Eckburg: Unplugging is no longer an option

Bella Eckburg

IPhone with screen lit up
A phone with TikTok open sits with headphones on a table. (Collegian File Photo)

Editor’s Note: All opinion section content reflects the views of the individual author only and does not represent a stance taken by The Collegian or its editorial board.

In 2021, opting to remain without an online presence does more harm than good.


By having an online presence, you allow potential employers to learn more about who you are outside of work, which can lead to you being perceived as well-rounded and relatable — getting you the job.

According to Career Builder, “Nearly half of employers … say that if they can’t find a job candidate online, they are less likely to call that person in for an interview — 28% say that is because they like to gather more information before calling in a candidate for an interview, 20% say they expect candidates to have an online presence.”

As college students, we are already dealing with adapting to virtual learning and spending a lot of time online amid a pandemic. This, coupled with the social pressures already created by online interactions, can feel like too much.

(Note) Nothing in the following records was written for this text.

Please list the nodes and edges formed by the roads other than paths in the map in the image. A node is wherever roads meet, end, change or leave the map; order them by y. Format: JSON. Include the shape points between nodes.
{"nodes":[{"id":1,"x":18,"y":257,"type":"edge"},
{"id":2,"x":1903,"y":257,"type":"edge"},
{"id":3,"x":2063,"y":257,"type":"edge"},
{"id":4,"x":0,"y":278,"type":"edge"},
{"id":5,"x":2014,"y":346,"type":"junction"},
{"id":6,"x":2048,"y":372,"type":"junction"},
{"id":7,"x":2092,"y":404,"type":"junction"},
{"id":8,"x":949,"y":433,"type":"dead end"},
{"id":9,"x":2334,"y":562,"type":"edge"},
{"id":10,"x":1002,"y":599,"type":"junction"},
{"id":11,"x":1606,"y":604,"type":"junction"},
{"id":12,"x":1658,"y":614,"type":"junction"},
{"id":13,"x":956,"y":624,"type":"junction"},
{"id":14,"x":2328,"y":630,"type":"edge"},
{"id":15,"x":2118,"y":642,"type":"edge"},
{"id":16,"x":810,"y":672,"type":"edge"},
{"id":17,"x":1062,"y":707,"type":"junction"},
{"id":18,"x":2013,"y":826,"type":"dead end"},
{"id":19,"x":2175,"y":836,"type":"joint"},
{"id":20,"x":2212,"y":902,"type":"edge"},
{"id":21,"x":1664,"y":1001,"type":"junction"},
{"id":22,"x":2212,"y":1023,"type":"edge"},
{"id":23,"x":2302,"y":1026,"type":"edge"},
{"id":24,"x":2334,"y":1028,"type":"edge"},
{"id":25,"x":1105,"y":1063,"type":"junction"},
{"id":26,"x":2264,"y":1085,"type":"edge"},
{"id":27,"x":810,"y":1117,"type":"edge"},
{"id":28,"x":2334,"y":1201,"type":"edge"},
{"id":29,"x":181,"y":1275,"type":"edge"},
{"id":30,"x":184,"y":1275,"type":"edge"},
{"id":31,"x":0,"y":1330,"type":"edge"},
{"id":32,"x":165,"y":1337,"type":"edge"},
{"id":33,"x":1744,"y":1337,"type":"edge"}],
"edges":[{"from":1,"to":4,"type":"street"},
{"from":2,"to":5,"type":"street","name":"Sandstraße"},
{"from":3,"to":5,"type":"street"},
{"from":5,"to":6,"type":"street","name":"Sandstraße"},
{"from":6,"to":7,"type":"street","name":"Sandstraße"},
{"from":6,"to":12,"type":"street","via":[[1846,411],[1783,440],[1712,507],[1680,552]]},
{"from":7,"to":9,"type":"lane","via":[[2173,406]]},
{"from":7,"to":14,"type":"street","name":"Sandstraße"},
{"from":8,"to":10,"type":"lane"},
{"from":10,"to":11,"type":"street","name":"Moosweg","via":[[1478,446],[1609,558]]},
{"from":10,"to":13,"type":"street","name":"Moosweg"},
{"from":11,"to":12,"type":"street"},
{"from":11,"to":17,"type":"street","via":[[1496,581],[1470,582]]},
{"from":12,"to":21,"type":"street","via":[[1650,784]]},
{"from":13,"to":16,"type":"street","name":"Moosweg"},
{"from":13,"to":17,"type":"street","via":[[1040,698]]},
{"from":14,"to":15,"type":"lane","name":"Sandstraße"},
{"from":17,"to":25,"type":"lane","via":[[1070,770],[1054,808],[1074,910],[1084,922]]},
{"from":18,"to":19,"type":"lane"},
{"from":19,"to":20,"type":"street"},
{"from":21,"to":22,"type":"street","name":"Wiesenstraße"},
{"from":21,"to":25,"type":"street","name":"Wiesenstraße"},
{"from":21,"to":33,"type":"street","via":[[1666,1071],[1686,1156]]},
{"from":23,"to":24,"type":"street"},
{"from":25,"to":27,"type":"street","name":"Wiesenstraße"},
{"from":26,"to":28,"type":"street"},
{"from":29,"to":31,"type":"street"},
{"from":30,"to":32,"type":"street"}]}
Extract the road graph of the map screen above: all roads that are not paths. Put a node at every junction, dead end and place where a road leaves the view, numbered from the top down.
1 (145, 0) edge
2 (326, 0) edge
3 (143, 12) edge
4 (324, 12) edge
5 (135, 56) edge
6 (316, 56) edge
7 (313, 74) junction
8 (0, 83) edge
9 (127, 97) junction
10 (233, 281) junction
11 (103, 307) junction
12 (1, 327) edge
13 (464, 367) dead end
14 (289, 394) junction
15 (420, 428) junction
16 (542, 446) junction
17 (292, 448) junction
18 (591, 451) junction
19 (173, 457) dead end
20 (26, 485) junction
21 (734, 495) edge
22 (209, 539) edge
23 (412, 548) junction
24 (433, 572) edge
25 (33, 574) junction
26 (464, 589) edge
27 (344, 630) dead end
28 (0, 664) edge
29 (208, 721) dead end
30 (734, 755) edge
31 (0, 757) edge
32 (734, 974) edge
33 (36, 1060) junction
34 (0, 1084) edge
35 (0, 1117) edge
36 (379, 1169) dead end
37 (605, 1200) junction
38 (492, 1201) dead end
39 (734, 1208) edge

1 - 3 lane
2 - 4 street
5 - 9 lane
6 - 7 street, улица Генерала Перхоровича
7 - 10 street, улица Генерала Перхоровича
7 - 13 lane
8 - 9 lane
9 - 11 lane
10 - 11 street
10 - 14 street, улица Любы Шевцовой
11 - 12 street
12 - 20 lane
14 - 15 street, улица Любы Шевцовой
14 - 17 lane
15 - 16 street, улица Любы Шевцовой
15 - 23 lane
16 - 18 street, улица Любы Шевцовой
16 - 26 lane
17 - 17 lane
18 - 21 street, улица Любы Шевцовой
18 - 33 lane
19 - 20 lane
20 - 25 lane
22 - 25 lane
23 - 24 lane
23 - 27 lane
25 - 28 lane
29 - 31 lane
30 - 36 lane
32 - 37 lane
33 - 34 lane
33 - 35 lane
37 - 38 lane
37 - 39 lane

As real life and social media continue to intertwine, we need to recognize that our consumption of media is, at times, overloading our emotional capacities. It is no longer a feasible option to remain offline while also entering the workforce, so, as college students, we need to make sure to adapt to this entanglement with our mental health in mind.

The impacts that media consumption has on our mental health has also been worsened by the COVID-19 pandemic, and our obsession with being informed on current events now has its very own nickname: ‘Doom Scrolling.'”

Social media, in recent years, has experienced a shift in what is considered profitable content. When Instagram first launched in 2010, users’ feeds were full of images of cats, motivational quotes and food. Now, Instagram models flood feeds, promoting flat-tummy teas and hair vitamins. Instagram is no longer casual.

At this point, we have all heard the phrase “social media is the highlight reel of people’s lives” and, although true, we do not also acknowledge the real-world pressures created by social media.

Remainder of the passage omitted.